In the context of this column, each rack may be considered to form an AI Pod. The term “Scale-Up” (a.k.a. “vertical scaling”) refers to adding more resources, such as processors and memory, to a single AI Pod or node. By comparison, the term “Scale-Out” (a.k.a. “horizontal scaling”) refers to adding more AI pods or nodes to the system and connecting them together.

Meanwhile, XPU is a general-purpose term that refers to any type of processing unit (the ‘X’ stands for a wildcard, representing “any” or “all” processors). Example XPUs are:

CPUs (Central Processing Units)
GPUs (Graphics Processing Units
NPUs (Neural Processing Units)
TPUs (Tensor Processing Units)
DPUs (Data Processing Units)
FPGAs (Field-Programmable Gate Arrays)
ASICs (Application-Specific Integrated Circuits)

For the purposes of these discussions, we will assume that the term “ASIC” embraces System-on-Chip (SoC) devices.
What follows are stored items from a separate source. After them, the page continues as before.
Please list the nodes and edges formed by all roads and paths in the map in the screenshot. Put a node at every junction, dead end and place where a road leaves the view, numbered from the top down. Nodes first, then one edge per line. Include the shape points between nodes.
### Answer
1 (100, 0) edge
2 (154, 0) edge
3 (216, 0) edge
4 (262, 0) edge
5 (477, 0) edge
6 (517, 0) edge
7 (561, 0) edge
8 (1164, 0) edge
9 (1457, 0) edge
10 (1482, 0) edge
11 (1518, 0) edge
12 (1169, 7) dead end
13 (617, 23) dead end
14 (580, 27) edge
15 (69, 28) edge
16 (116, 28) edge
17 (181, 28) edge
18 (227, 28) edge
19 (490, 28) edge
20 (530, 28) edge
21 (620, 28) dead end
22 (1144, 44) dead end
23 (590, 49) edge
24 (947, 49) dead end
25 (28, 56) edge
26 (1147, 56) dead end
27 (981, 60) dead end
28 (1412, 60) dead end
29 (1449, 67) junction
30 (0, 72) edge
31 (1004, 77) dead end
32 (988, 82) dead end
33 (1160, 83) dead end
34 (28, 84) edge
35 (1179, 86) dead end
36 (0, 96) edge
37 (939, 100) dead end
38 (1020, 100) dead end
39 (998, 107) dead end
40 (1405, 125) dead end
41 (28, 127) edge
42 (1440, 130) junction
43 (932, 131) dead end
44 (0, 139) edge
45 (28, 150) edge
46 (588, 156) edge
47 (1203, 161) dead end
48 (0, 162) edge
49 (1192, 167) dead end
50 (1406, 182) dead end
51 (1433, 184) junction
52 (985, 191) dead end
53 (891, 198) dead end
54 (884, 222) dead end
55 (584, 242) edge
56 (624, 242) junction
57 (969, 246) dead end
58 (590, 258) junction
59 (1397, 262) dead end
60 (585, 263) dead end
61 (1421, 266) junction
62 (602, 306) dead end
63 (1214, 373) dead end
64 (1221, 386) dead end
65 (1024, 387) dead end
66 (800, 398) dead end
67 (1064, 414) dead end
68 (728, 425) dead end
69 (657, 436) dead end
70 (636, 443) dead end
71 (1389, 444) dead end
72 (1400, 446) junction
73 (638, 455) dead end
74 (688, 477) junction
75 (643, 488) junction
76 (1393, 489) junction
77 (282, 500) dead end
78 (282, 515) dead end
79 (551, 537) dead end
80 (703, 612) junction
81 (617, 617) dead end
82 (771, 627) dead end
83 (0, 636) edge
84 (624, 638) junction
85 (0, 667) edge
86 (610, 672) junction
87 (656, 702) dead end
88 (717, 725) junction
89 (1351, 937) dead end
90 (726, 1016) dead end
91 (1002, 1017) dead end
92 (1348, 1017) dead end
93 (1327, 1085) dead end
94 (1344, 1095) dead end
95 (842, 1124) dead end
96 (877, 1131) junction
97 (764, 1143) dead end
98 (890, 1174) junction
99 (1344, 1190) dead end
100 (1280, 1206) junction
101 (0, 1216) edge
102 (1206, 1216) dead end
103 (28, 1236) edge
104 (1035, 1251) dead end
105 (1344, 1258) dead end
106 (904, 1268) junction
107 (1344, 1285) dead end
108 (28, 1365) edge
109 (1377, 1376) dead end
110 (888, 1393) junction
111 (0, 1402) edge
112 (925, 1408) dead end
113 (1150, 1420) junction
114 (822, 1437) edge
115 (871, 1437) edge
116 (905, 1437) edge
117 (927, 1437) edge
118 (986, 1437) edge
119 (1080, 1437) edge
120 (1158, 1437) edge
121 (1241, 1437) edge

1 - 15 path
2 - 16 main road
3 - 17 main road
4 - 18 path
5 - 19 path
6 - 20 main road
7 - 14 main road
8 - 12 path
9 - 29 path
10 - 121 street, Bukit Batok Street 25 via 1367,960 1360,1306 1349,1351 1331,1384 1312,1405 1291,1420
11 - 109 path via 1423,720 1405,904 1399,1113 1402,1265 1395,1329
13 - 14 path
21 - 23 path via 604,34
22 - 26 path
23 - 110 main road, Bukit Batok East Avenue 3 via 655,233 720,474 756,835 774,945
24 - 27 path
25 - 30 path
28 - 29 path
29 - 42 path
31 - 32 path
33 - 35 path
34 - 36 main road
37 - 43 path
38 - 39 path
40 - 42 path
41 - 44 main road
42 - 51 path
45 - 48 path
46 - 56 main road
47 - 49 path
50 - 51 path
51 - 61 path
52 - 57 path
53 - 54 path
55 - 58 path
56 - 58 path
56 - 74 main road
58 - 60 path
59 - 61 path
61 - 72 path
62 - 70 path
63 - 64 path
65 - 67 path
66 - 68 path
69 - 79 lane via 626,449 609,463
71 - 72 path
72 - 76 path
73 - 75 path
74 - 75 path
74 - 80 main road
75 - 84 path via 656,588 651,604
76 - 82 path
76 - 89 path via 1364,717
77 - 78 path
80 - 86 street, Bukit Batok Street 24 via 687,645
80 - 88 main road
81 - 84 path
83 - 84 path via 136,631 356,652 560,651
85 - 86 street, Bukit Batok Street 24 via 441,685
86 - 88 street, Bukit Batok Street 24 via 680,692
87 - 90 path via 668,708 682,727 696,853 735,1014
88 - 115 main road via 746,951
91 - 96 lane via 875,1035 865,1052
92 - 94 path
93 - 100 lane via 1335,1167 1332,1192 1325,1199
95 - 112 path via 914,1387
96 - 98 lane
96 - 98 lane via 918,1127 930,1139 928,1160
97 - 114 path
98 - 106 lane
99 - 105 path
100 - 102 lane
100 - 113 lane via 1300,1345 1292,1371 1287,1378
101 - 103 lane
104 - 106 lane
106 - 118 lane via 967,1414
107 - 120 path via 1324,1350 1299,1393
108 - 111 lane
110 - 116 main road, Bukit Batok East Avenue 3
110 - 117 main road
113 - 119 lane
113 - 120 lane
There are typically 2 to 8 XPU devices per XPU blade. Each of these devices may be formed as a monolithic chip (i.e., from a single slice of semiconductor) or as a multi-die system composed of a collection of dice called “chiplets.”

The amount of computational processing power we’re talking about here is mindboggling, as are the XPU devices themselves. For example, NVIDIA’s B200 GPU boasts more than 200 billion transistors (not that I’ve counted them all myself, you understand).
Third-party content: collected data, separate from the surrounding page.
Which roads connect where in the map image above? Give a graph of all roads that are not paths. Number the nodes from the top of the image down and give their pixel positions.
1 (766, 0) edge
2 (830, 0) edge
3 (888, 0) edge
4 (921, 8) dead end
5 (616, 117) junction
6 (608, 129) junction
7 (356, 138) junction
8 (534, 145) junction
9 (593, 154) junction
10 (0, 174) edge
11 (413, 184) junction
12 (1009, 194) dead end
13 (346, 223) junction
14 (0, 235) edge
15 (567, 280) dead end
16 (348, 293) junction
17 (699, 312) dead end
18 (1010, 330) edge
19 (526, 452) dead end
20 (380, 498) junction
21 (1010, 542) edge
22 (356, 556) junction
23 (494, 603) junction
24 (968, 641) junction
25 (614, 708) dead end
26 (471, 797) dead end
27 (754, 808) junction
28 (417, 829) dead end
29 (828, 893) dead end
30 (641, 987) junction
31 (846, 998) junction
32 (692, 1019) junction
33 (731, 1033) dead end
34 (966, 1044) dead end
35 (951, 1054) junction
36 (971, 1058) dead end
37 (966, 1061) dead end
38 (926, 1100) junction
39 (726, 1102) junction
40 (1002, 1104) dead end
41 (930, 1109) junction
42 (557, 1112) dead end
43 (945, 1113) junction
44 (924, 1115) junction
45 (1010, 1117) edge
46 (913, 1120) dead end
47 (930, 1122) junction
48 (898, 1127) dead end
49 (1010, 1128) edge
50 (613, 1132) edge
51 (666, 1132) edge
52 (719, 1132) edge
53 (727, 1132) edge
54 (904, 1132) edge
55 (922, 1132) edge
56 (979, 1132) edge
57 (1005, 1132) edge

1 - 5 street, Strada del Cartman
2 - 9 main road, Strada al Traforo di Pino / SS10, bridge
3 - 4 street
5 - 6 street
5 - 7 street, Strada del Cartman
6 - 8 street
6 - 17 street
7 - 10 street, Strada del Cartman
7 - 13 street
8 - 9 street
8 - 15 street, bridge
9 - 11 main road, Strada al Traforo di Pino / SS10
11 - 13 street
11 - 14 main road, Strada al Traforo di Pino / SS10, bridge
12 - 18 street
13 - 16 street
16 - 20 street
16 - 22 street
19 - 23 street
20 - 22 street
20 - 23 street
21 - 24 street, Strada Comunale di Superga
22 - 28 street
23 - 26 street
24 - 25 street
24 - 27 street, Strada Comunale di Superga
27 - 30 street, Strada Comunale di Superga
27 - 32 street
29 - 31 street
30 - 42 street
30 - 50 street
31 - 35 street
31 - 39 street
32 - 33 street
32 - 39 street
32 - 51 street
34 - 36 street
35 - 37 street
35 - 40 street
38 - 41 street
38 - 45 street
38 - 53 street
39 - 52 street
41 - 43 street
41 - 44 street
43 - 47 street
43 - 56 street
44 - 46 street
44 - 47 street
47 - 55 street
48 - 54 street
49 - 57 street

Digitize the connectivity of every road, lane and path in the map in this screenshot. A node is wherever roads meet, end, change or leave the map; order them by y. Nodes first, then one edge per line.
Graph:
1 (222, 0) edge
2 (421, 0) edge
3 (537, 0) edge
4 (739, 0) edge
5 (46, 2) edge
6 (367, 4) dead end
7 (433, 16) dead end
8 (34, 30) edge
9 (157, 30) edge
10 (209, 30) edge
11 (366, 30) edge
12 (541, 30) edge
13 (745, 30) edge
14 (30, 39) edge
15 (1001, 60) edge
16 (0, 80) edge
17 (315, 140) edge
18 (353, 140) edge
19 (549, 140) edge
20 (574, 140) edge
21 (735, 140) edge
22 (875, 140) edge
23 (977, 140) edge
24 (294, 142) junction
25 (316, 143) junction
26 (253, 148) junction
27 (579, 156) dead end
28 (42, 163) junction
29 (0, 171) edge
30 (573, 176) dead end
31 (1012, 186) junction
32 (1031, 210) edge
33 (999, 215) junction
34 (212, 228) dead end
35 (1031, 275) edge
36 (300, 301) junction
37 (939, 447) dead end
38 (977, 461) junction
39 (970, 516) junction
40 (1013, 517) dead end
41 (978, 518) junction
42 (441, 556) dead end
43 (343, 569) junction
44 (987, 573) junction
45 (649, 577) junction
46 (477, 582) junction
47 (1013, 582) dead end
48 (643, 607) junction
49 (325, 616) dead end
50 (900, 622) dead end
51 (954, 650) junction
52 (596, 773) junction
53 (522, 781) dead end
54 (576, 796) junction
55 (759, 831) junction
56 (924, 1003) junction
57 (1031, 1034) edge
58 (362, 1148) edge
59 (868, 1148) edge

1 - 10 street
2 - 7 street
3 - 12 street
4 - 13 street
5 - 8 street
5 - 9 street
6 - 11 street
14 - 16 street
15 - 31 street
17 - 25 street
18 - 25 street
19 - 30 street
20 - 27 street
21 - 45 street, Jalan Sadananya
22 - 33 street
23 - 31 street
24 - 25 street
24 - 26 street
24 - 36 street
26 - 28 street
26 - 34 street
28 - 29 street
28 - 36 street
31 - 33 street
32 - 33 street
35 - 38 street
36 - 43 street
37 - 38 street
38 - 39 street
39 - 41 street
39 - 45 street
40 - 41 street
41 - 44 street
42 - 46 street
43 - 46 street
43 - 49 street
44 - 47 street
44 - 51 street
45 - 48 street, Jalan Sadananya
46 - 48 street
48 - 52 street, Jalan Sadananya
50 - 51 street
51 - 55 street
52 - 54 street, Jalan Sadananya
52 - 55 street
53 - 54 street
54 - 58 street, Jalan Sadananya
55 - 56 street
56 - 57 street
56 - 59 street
But there’s more to AI than “simply” number crunching data—we also need to move humongous quantities of data around. At a high level, we can think of this as having two primary facets: intra-pod and inter-pod.

Inter-pod communication refers to communication between different AI pods, typically across racks or physical infrastructure units. Intra-pod communication refers to the exchange of information between servers within a single AI pod, typically within the same rack or blade, requiring very low latency and very high bandwidth.
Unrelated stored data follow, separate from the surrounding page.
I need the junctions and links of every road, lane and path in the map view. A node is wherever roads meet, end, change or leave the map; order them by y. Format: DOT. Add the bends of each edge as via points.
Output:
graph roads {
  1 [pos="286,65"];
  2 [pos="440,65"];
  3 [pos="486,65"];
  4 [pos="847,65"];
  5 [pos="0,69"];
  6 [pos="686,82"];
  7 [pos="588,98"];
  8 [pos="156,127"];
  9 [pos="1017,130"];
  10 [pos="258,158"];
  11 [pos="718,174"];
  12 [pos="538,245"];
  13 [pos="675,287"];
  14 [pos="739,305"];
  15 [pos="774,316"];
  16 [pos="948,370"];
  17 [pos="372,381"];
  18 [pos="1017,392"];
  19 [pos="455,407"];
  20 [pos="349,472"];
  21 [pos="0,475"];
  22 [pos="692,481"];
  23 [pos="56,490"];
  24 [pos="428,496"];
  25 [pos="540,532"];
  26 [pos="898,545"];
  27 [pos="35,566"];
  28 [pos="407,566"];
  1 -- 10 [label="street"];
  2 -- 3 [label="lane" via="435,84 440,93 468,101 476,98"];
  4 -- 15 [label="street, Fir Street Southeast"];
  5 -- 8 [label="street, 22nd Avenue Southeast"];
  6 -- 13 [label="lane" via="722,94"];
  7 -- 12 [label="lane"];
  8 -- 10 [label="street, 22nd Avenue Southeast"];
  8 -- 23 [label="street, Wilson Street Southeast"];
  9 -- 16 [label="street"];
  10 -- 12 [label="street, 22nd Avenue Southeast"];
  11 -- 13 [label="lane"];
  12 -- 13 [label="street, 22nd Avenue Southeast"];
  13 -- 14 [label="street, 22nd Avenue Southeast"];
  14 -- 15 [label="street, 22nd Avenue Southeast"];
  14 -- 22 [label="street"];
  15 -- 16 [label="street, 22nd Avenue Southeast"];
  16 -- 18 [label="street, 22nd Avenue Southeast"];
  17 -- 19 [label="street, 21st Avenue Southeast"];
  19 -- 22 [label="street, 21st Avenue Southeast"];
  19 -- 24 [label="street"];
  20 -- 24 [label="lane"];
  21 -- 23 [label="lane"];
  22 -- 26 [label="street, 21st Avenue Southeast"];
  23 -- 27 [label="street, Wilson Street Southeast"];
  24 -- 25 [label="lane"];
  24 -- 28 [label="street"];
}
In inter-pod and data center fabric space, the main contenders are InfiniBand and Ultra Ethernet. First released in 2000, InfiniBand was initially developed by a consortium including IBM, Intel, and Mellanox (now part of NVIDIA). Today, InfiniBand is governed by the InfiniBand Trade Association (IBTA). Specifications are published, but NVIDIA and Mellanox primarily drive implementation. By comparison, the Ultra Ethernet Consortium (UEC) was formed in 2023 by a group that includes AMD, Intel, HPE, Broadcom, Cisco, Arista, Microsoft, and Meta, among others. Ultra Ethernet is an open standard aiming for broad industry collaboration and interoperability.

In a crunchy nutshell, InfiniBand has long been the standard for low-latency, high-bandwidth communication, but Ultra Ethernet is rapidly emerging as the open, scalable, Ethernet-compatible alternative for next-generation AI infrastructure.

When it comes to intra-pod communication, NVLink (developed by NVIDIA and first introduced in 2016) has been the historical standard, especially in NVIDIA GPU-based systems, but Ultra Accelerator Link (UALink) is emerging as the future for high-speed, vendor-neutral interconnects across XPUs.

All of which leads us to the purpose of this column (yes, of course there’s a purpose). I was just chatting with Nandan Nayampally, who is the Chief Commercial Officer (CCO) at Baya Systems.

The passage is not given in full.